COMPARING DISTRIBUTIONS
CHAPTER 6: THE STANDARD DEVIATION AS A RULER AND THE NORMAL MODEL
• STANDARD DEVIATION
• ANSWERS THE QUESTION HOW FAR IS THIS VALUE FROM THE MEAN AND HOW DIFFERENT ARE THESE TWO STATISTICS
• STANDARDIZED VALUES OR Z-SCORES MEASURE THE DISTANCE OF EACH DATA VALUE FROM THE MEAN IN STANDARD DEVIATIONS. STANDARDIZED VALUES HAVE NO UNITS.
• SHIFTING DATA
• WHEN WE ADD OR SUBTRACT A CONSTANT TO EACH VALUE ALL MEASURES OF POSITION(CENTER, PERCENTILES, MIN, AND MAX) WILL INCREASE OR DECREASE BY THAT SAME CONSTANT. THIS LEAVES SPREAD THE SAME.
• WHEN WE MULTIPLY OR DIVIDE BY A CONSTANT TO EACH VALUE ALL MEASURES OF POSITION AND SPREAD WILL BE MULTIPLIED OR DIVIDED BY THAT CONSTANT.
CHAPTER 6 CONT.• NORMAL MODEL
• THE BELL SHAPE CURVE THAT IT IS APPROPRIATE FOR DISTRIBUTIONS WHOSE SHAPES ARE UNIMODAL AND SYMMETRIC.
• NUMBERS WE USE TO SPECIFY THIS MODEL ARE CALLED PARAMETERS.
• SUMMARIES OF THIS DATA ARE CALLED STATISTICS.
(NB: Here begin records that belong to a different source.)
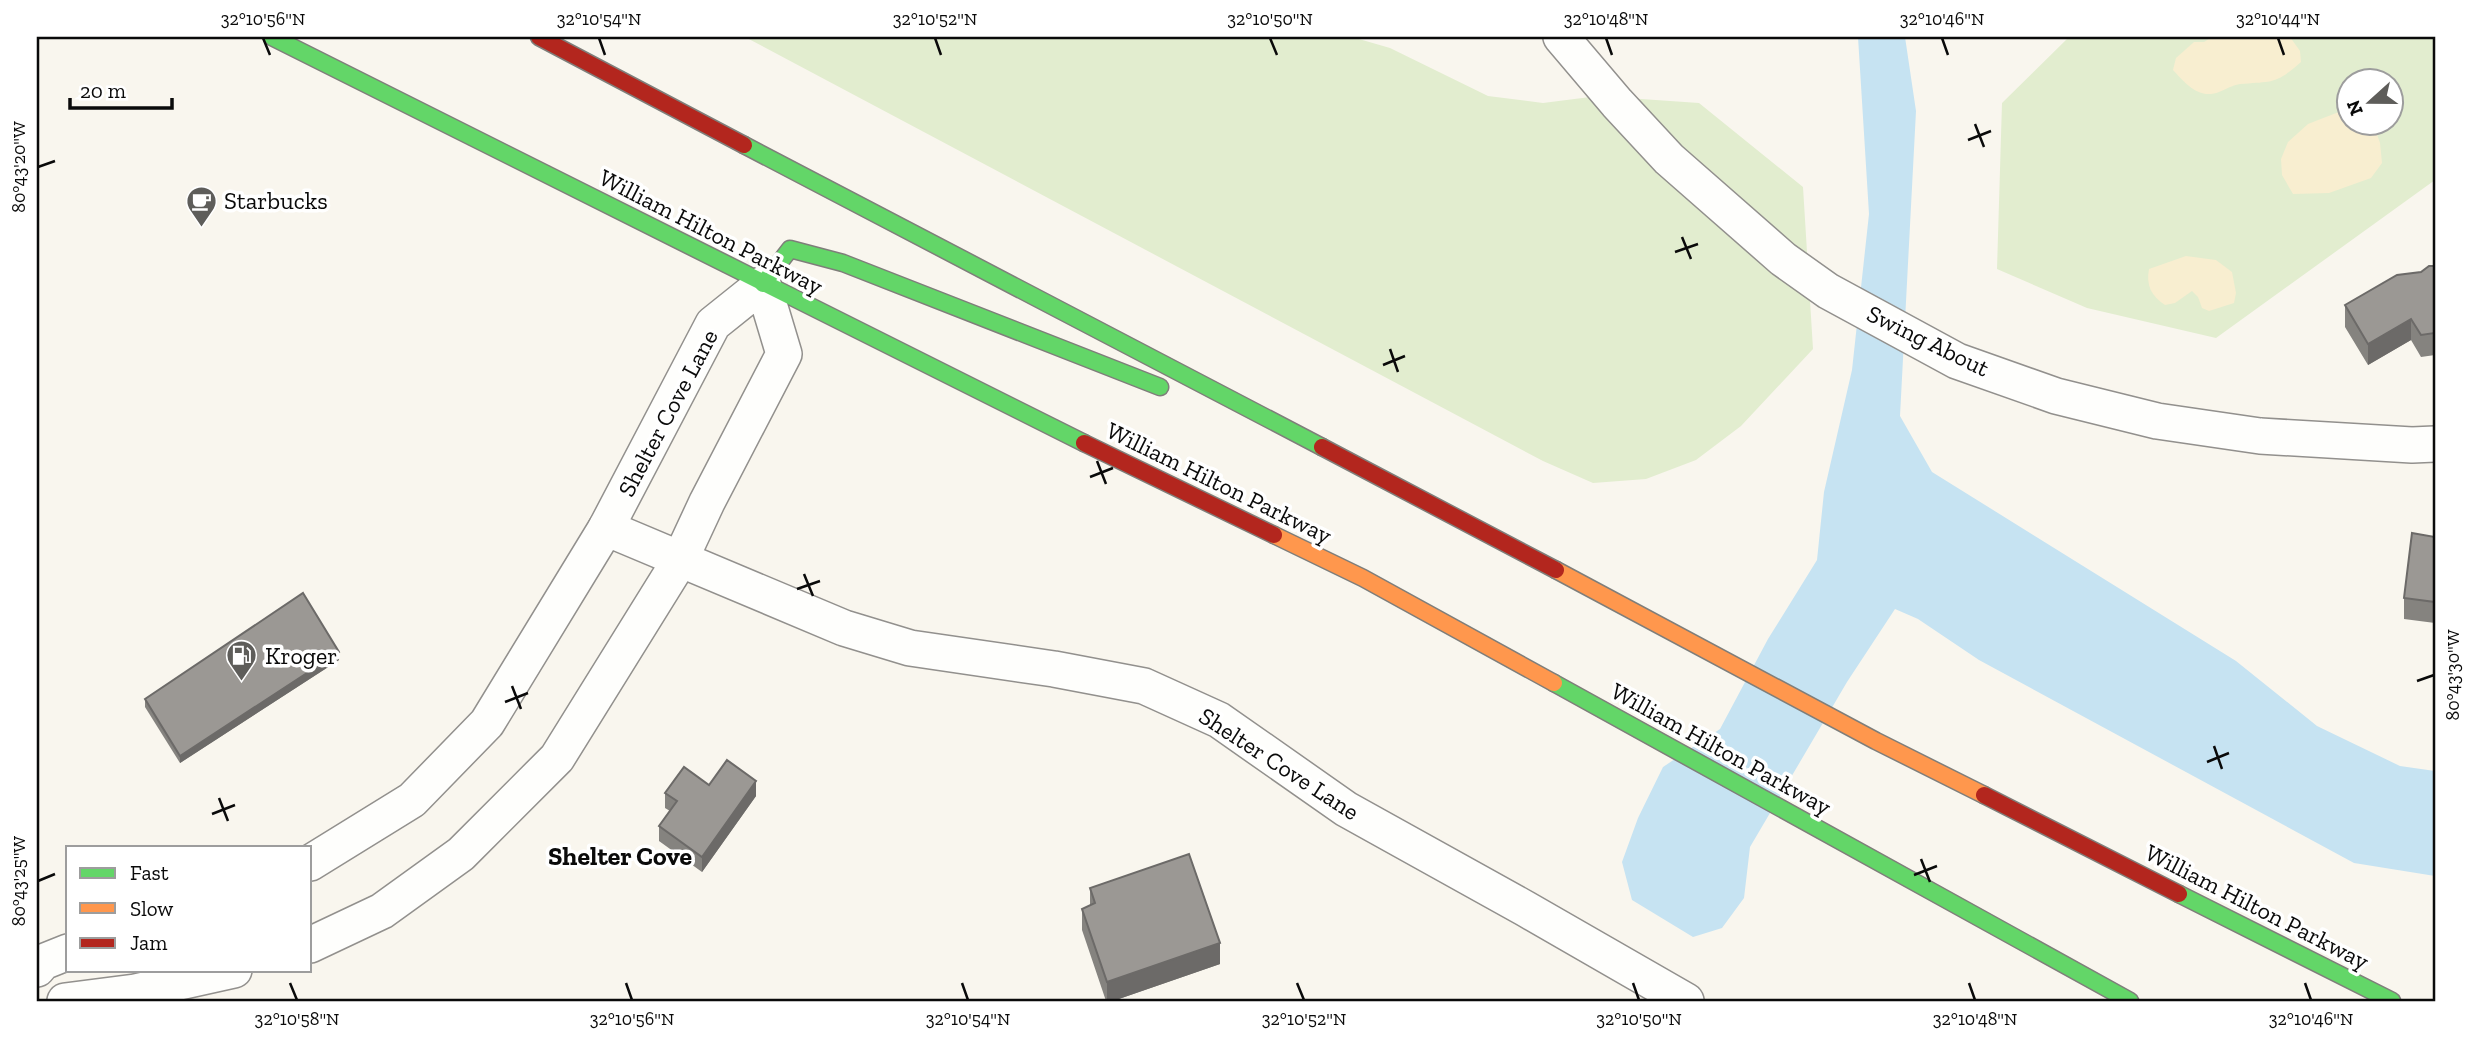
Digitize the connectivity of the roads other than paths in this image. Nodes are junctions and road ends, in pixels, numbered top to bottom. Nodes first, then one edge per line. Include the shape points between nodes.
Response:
1 (272, 37) edge
2 (539, 37) edge
3 (1562, 37) edge
4 (763, 284) junction
5 (1175, 393) dead end
6 (1213, 408) dead end
7 (2435, 444) edge
8 (1340, 457) junction
9 (606, 528) junction
10 (680, 560) junction
11 (312, 862) edge
12 (312, 943) edge
13 (66, 953) edge
14 (37, 969) edge
15 (225, 972) edge
16 (37, 993) edge
17 (58, 1001) edge
18 (65, 1001) edge
19 (1686, 1001) edge
20 (2130, 1001) edge
21 (2392, 1001) edge

1 - 4 highway, William Hilton Parkway
2 - 8 highway, William Hilton Parkway
3 - 7 street, Swing About via 1669,159 1783,259 1847,302 1957,361 2044,392 2157,421 2260,436
4 - 5 highway via 790,249 844,263
4 - 9 street, Shelter Cove Lane via 713,324
4 - 10 street via 784,354
4 - 20 highway, William Hilton Parkway via 1363,578
6 - 8 highway
8 - 21 highway, William Hilton Parkway via 1876,741
9 - 10 street, Shelter Cove Lane
9 - 11 street, Shelter Cove Lane via 487,723 412,800
10 - 12 street via 557,758 461,854 382,911
10 - 19 street, Shelter Cove Lane via 844,628 910,648 1144,685 1219,720 1346,809
13 - 14 street
15 - 18 street via 135,992
16 - 17 street

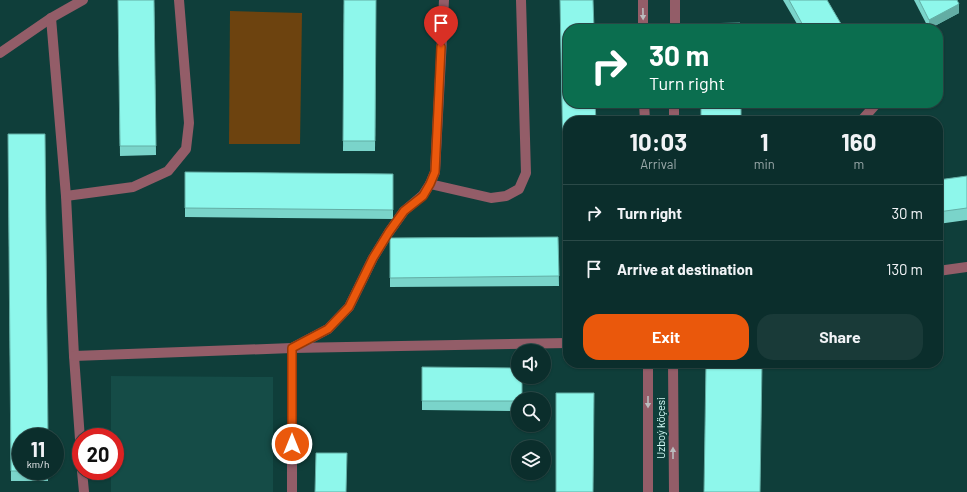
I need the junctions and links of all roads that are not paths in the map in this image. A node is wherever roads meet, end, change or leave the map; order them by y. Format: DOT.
graph roads {
  1 [pos="83,0"];
  2 [pos="179,0"];
  3 [pos="444,0"];
  4 [pos="521,0"];
  5 [pos="643,0"];
  6 [pos="675,0"];
  7 [pos="51,18"];
  8 [pos="643,24"];
  9 [pos="675,24"];
  10 [pos="0,53"];
  11 [pos="873,108"];
  12 [pos="865,116"];
  13 [pos="430,184"];
  14 [pos="66,196"];
  15 [pos="967,267"];
  16 [pos="943,270"];
  17 [pos="563,343"];
  18 [pos="292,348"];
  19 [pos="74,356"];
  20 [pos="648,368"];
  21 [pos="673,368"];
  22 [pos="79,428"];
  23 [pos="83,480"];
  24 [pos="84,492"];
  25 [pos="292,492"];
  26 [pos="648,492"];
  27 [pos="674,492"];
  1 -- 7 [label="street"];
  2 -- 14 [label="street"];
  3 -- 13 [label="street"];
  4 -- 13 [label="street"];
  5 -- 8 [label="street, one-way"];
  6 -- 9 [label="street"];
  7 -- 10 [label="street"];
  7 -- 14 [label="street"];
  11 -- 12 [label="street"];
  13 -- 18 [label="street"];
  14 -- 19 [label="street"];
  15 -- 16 [label="street"];
  17 -- 18 [label="street"];
  18 -- 19 [label="street"];
  18 -- 25 [label="street"];
  19 -- 22 [label="street"];
  20 -- 26 [label="street, Uzboý köçesi, one-way"];
  27 -- 21 [label="street, Uzboý köçesi, one-way"];
  23 -- 24 [label="street"];
}
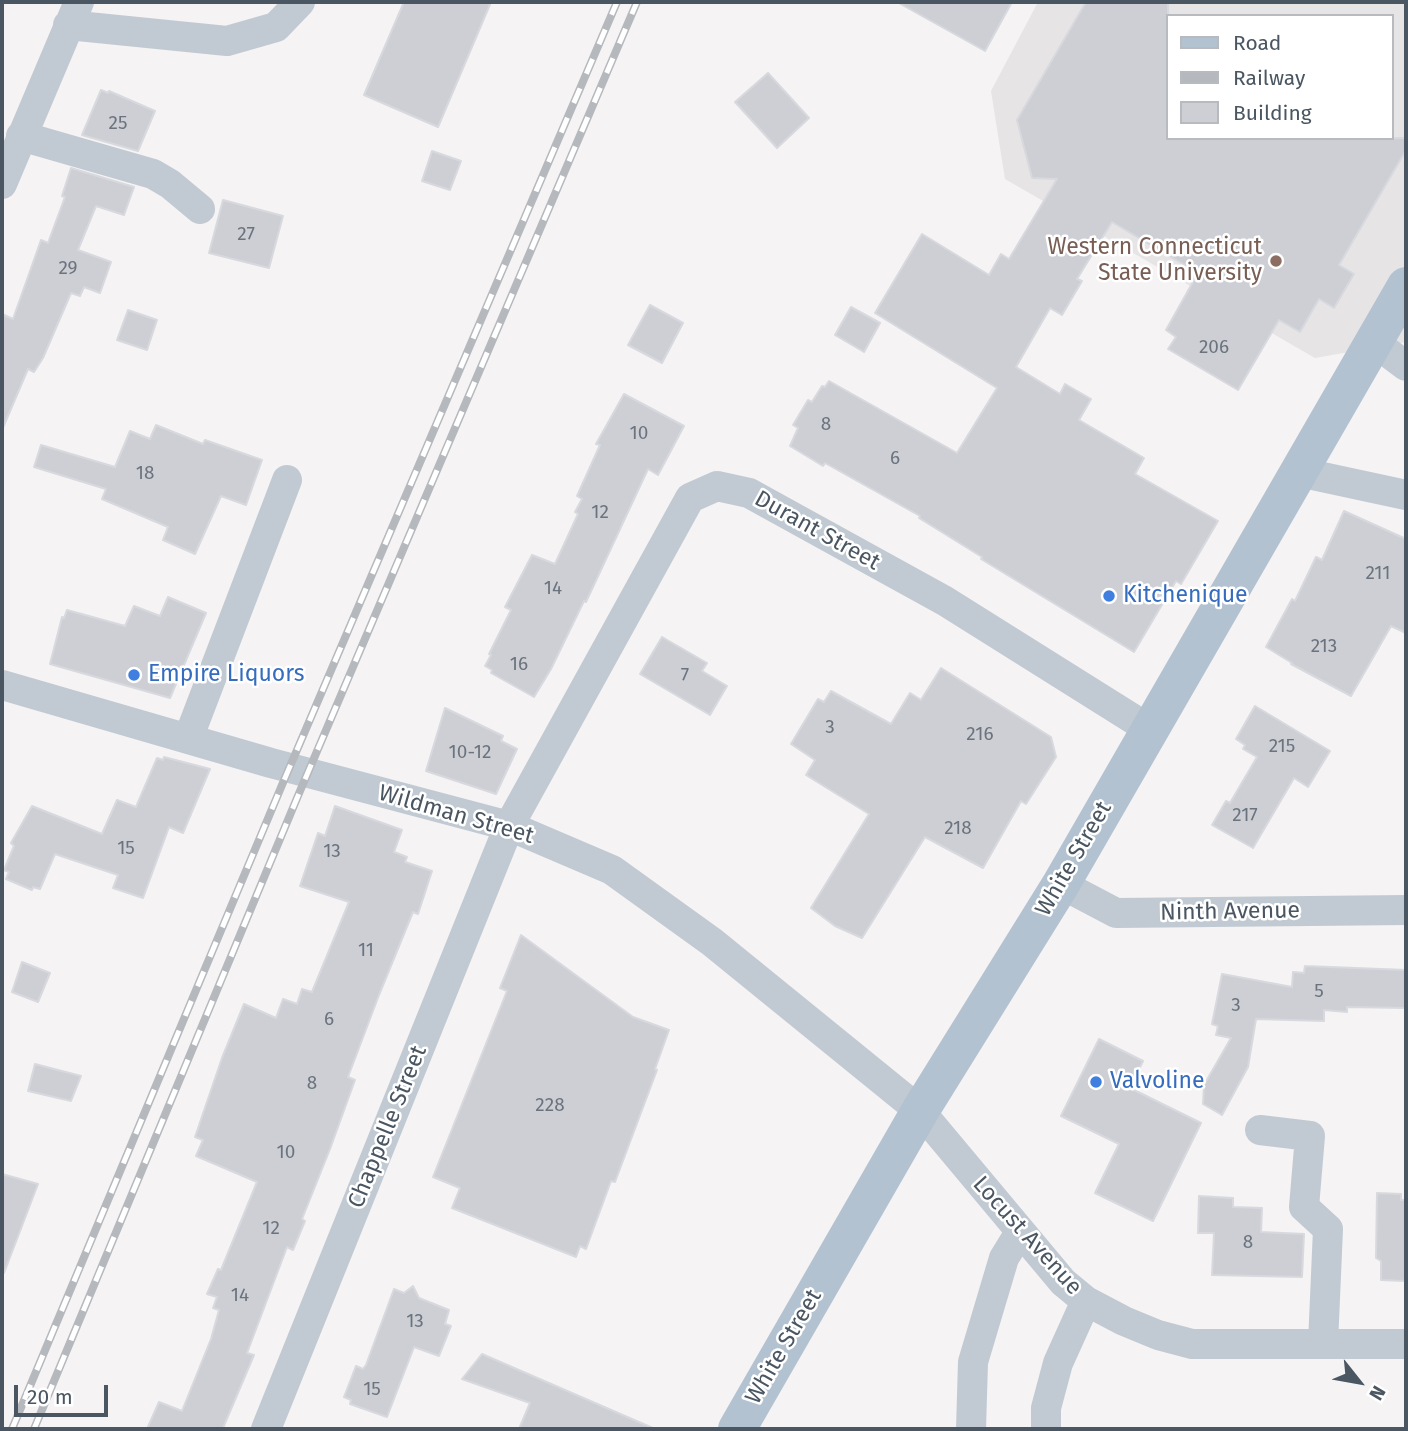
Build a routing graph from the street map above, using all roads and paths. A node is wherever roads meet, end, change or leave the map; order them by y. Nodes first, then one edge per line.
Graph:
1 (300, 2) edge
2 (74, 13) edge
3 (22, 136) junction
4 (2, 184) edge
5 (200, 209) dead end
6 (1406, 286) edge
7 (1374, 342) junction
8 (1406, 366) edge
9 (1299, 472) junction
10 (287, 480) dead end
11 (1406, 495) edge
12 (2, 685) edge
13 (1149, 729) junction
14 (188, 739) junction
15 (509, 826) junction
16 (1061, 884) junction
17 (1406, 910) edge
18 (920, 1111) junction
19 (1260, 1130) dead end
20 (1020, 1232) junction
21 (1086, 1301) junction
22 (1324, 1344) junction
23 (1406, 1344) edge
24 (266, 1429) edge
25 (737, 1429) edge
26 (971, 1429) edge
27 (1046, 1429) edge

1 - 2 street
2 - 3 street
3 - 4 street
3 - 5 street
6 - 7 main road, White Street
7 - 8 street
7 - 9 main road, White Street
9 - 11 street
9 - 13 main road, White Street
10 - 14 street
12 - 14 street, Wildman Street
13 - 15 street, Durant Street
13 - 16 main road, White Street
14 - 15 street, Wildman Street
15 - 18 street, Wildman Street
15 - 24 street, Chappelle Street
16 - 17 street, Ninth Avenue
16 - 18 main road, White Street
18 - 20 street, Locust Avenue
18 - 25 main road, White Street
19 - 22 street
20 - 21 street, Locust Avenue
20 - 26 street
21 - 22 street, Locust Avenue
21 - 27 street
22 - 23 street, Locust Avenue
• A NORMAL MODEL WITH A MEAN OF 0 AND A STANDARD DEVIATION OF 1 IS CALLED THE STANDARD NORMAL MODEL.
• IN ORDER TO USE THIS MODEL THE DATA MUST MEET THE NEARLY NORMAL CONDITION.
• THE 68-95-99.7 RULE- SAYS THAT 68% OF THE DATA WILL FALL WITHIN 1 STANDARD DEVIATION OF THE MEAN, 95% WILL FALL WITHIN 2 STANDARD DEVIATIONS, AND 99.7% WILL FALL WITHIN 3 STANDARD DEVIATIONS.
CHAPTER 6 CONT.
• RULES FOR WORKING WITH THE NORMAL MODEL
1. MAKE A PICTURE
2. MAKE A PICTURE
3. MAKE A PICTURE
• NORMAL PROBABILITY PLOT- TELLS YOU IF YOUR DATA IS NORMAL BY SHOWING WHETHER OR NOT YOUR DATA LIES ON A DIAGONAL LINE.